The following is moved off the page until (A) we can get some sources, (B) some of the language can be rewritten, and (C) the paragraph is focussed on proving the relevance of a few examples — rather than listing so many (because the rest of this article indicates that luck is fundamental to science: another reason not to go on listing lucky discoveries)

" In astronomy, the role of chance is important in the discovery of many distant objects. In addition to other previous statements, to a certain degree, the long-since-disproved Titius–Bode Law estimated the semi-major axis of ice giant planet Uranus, and even asteroid/dwarf planet Ceres. A better example is of the discovery of planet Neptune and the dwarf planetPluto: "wobbles" in Uranus' orbit were taken as perturbations by Neptune: ironically it was discovered despite the absence of perturbations. The truly odd part was about Pluto. A pause was noticed in the patterns – Pluto was found apparently as it tugged on Neptune, which is far too small to have that much of an effect: Neptune's mass had been overestimated. Another was the occultation of a star by the dwarf planet Eris, and the discovery of distant dwarf planet-candidate90377 Sedna, as it was barely visible. Asteroid 5 Astraea was discovered by an astronomer looking for 4 Vesta. 2 Pallas was discovered by Wilhem Heinrich Olbers, after searching for Ceres, which he recovered after it briefly got lost. Also, the chance-discovery of Saturn's rings, and those of Uranus (which is only serendipity because the discovery that a star was to be eclipsed) can qualify. Most recent[when?] minor planets are of a chance discovery.[citation needed]

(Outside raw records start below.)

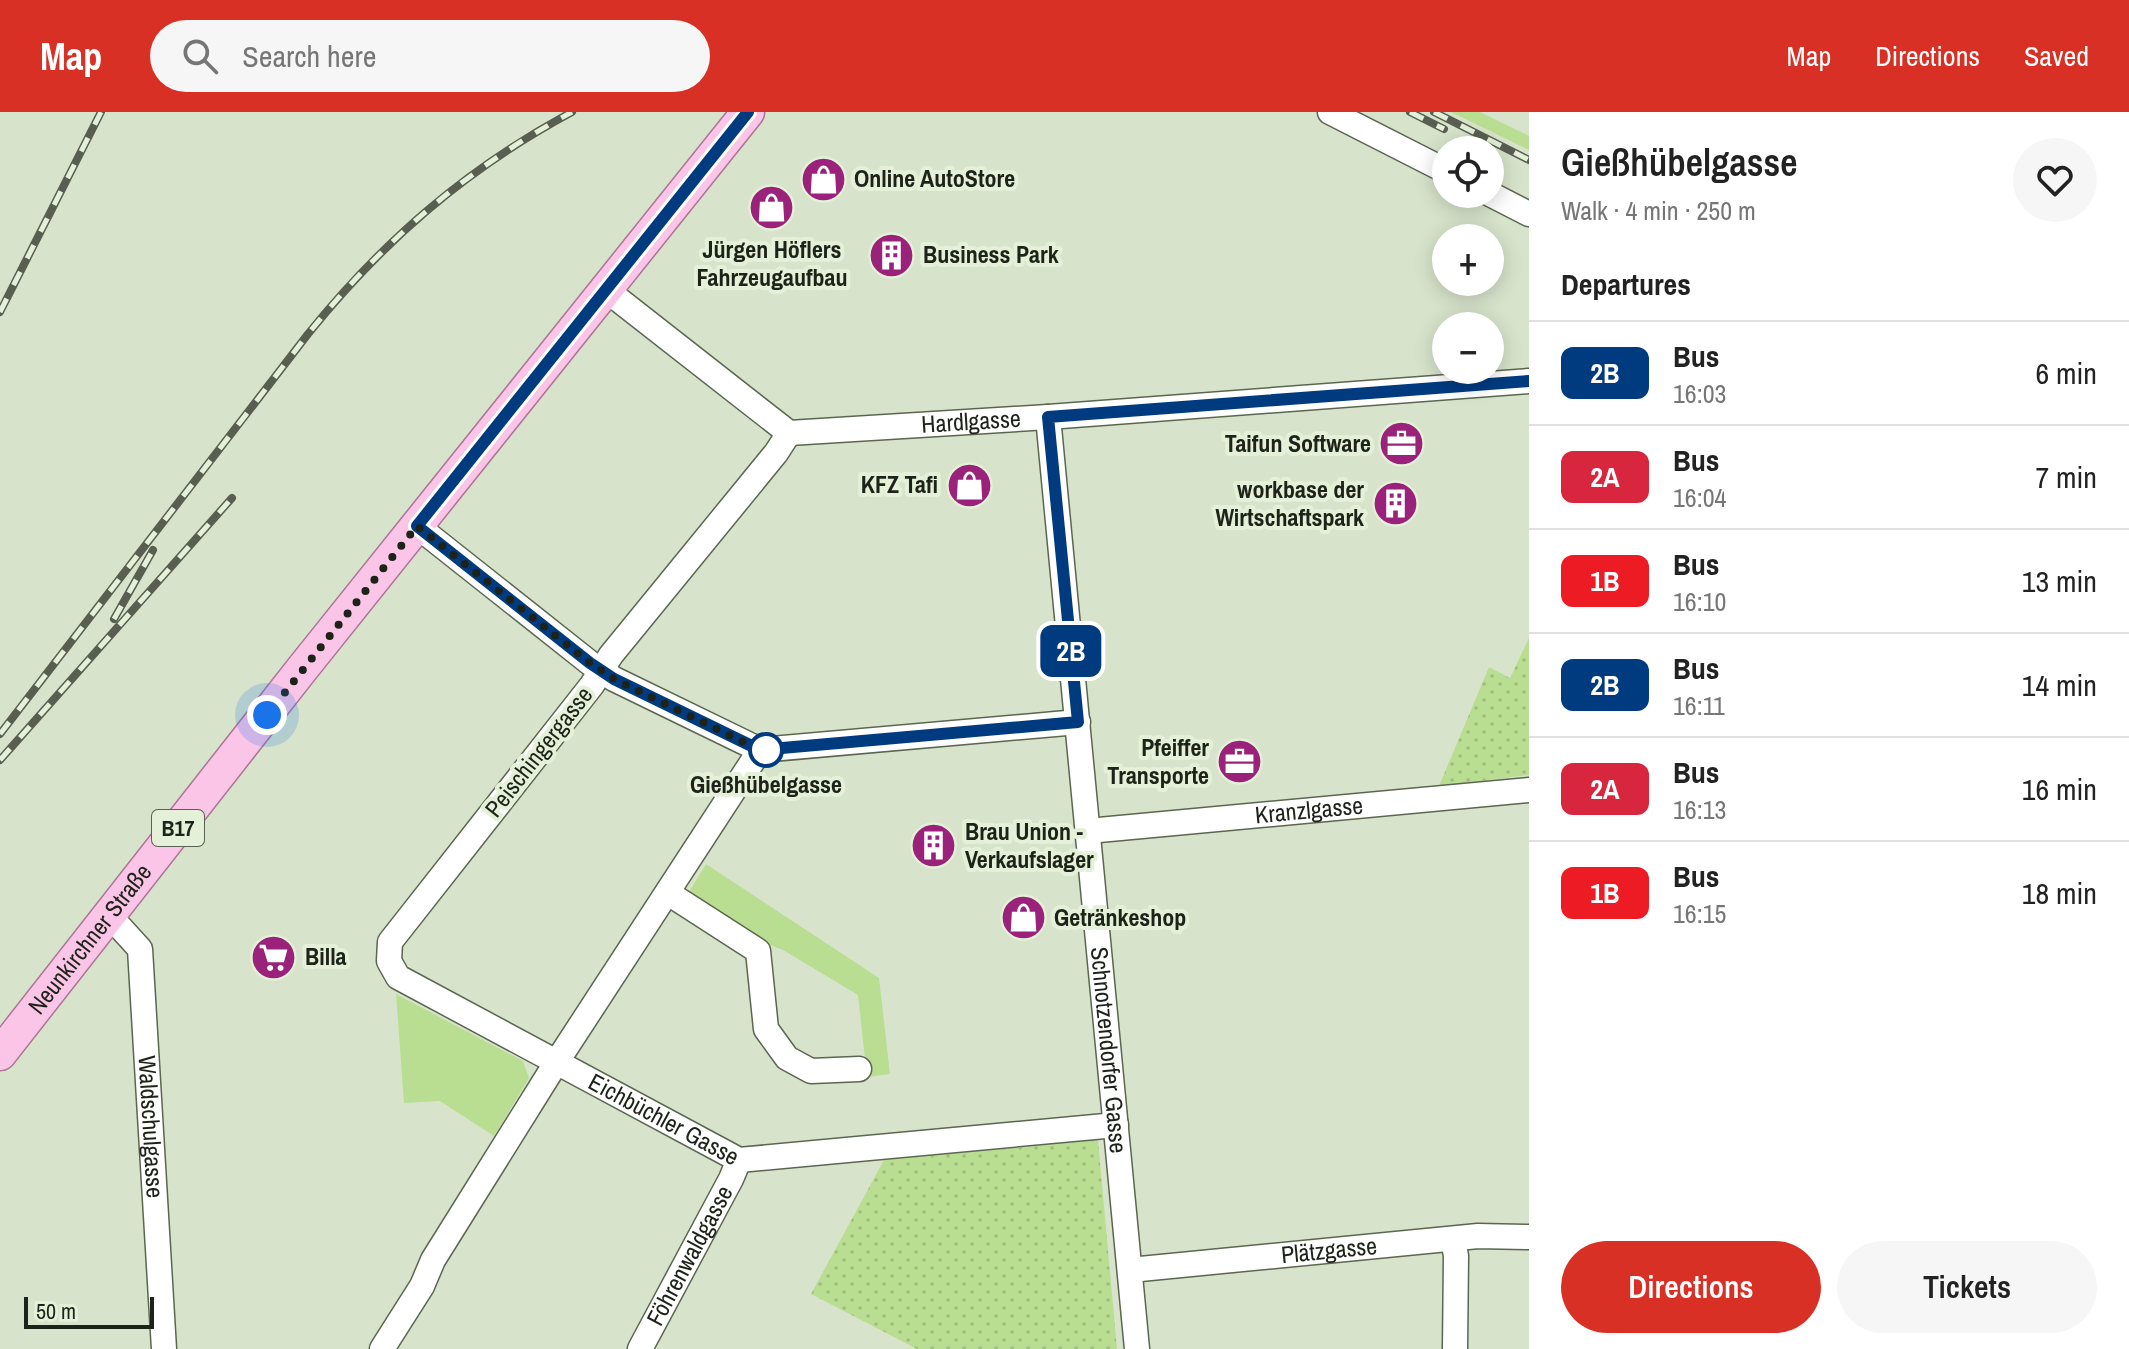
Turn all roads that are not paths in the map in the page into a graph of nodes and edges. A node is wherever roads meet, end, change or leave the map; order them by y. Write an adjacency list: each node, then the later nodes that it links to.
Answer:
1 (748, 112): 6 (main road, Neunkirchner Straße / B17)
2 (1330, 112): 3 (street)
3 (1432, 164)
4 (1504, 201): 5 (street)
5 (1529, 214)
6 (605, 289): 9 (street); 10 (main road, Neunkirchner Straße / B17)
7 (1529, 381): 8 (street, Hardlgasse)
8 (1048, 417): 9 (street, Hardlgasse); 12 (street, Schnotzendorfer Gasse)
9 (789, 433): 11 (street, Peischingergasse)
10 (417, 526): 11 (street); 17 (main road, Neunkirchner Straße / B17)
11 (601, 671): 13 (street); 18 (street, Peischingergasse)
12 (1078, 722): 13 (street); 15 (street, Schnotzendorfer Gasse)
13 (760, 750): 16 (street)
14 (1529, 790): 15 (street, Kranzlgasse)
15 (1088, 831): 22 (street, Schnotzendorfer Gasse)
16 (668, 893): 20 (street); 21 (street)
17 (109, 915): 19 (main road, Neunkirchner Straße / B17); 27 (street, Waldschulgasse)
18 (389, 961): 20 (street, Eichbüchler Gasse)
19 (0, 1054)
20 (556, 1063): 23 (street, Eichbüchler Gasse); 28 (street)
21 (859, 1069)
22 (1116, 1125): 23 (street, Eichbüchler Gasse); 26 (street, Schnotzendorfer Gasse)
23 (739, 1160): 29 (street, Föhrenwaldgasse)
24 (1529, 1237): 25 (street, Plätzgasse)
25 (1453, 1239): 26 (street, Plätzgasse); 31 (street)
26 (1130, 1270): 30 (street, Schnotzendorfer Gasse)
27 (164, 1349)
28 (382, 1349)
29 (640, 1349)
30 (1137, 1349)
31 (1455, 1349)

-Tesseract2(talk) 18:38, 21 February 2013 (UTC)[reply]

Cleanup needed[edit]

This article is so poorly organized that it's hard to discern what it's even about. It feels like original research in parts, though some citations are good. Maybe could be merged into another article. Even the title is clunky. It seems to be addressing two different issues: "serendipitous" discoveries (like penicillin) and the psychological research on how people make discoveries or react to surprises. The latter isn't closely related to the former: even when a discover is surprising, it's rarely due to chance. Experiments are set up for the purposes of observation, even if the outcome isn't known in advance. The former topic is more suited to a list of trivia, maybe not an article in its own right. Lrieber (talk) 17:08, 6 June 2016 (UTC)[reply]

a. Does one outcome prevent other outcomes? (sometimes it does - we need a spectrum of examples) b. If we weren't lucky on subject A wouldn't it be natural for some other arbitrary luck to occur somewhere else? Isn't luck probabilistic?[edit]

You aren't analytical enough, and that leads to misconceptions by the reader as he/she/it fills the gaps.